The Camino de Santiago (The Way of Saint James), is a network of pilgrims’ ways leading to the shrine of the apostle St. James the Great in the cathedral of Santiago de Compostela in Galicia, northwestern Spain. Pilgrimages were at their peak from the 13th to 16th centuries before the Reformation of the Church and various European wars that hindered travel. The Camino routes are once again becoming popular for distance walks, spiritual journeys, endurance challenges or just the opportunity to do something different for a holiday.


Traditionally, Camino pilgrims started their journey from their own homes and various Camino de Santiago routes developed over time crossing most of Europe. The Camino Ingles, was the route preferred by Irish and British pilgrims on their way to Santiago. Pilgrims would take a boat from the main ports in their countries and land in the north of Spain to continue their journey. The main starting point on this Camino route is A Coruña, in Galicia, Spain.

Celtic Camino

While A Coruña is a traditional starting point, it is only 75km away from Santiago, meaning pilgrims wouldn’t be able to obtain their Compostela certificate in Santiago. It is now possible to walk 25km on the Boyne Valley Camino around Drogheda and then do a further 75km from A Coruña to Santiago; a combination of the two walks will give pilgrims the required 100km for a Compostela. The Boyne Valley Camino reconnects ancient routes between Drogheda and A Coruña.

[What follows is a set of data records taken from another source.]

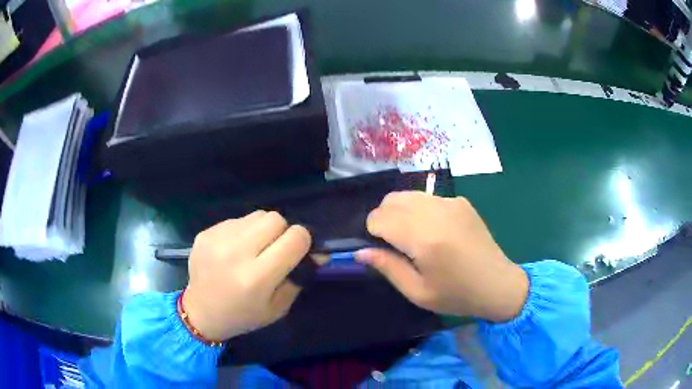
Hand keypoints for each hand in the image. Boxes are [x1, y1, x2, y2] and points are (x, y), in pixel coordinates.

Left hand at [182, 211, 311, 340]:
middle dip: (283, 231)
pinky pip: (237, 220)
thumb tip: (319, 251)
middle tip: (274, 249)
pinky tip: (234, 250)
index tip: (298, 251)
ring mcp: (217, 239)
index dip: (303, 241)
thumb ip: (300, 276)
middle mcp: (236, 253)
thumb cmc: (243, 316)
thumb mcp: (279, 307)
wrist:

link from Drogheda to a Coruña

In medieval times pilgrims travelled long distances to Drogheda from all over the North East and Midlands before embarking for A Coruña in Spain. In Drogheda, it is understood that there was a hostel/hospital catering for the pilgrims by providing shelter and rest while they waited for the ships. It was located near the town walls in what is now the Scotch Hall area. Several references are made to Drogheda as a departure point in Dr Bernadette Cunningham’s book, ‘Medieval Irish pilgrims to Santiago de Compostela’.


Mellifont Abbey

a Coruña

A Coruña is the most populated city in Galicia and the second most populated municipality in the autonomous community and seventeenth overall in the country. The city is the provincial capital of the province of the same name, having also served as political capital of the Kingdom of Galicia. This beautiful city contains a port, a marina and lovely beaches as well as many gorgeous streets, alleys, squares, parks and architecture to explore.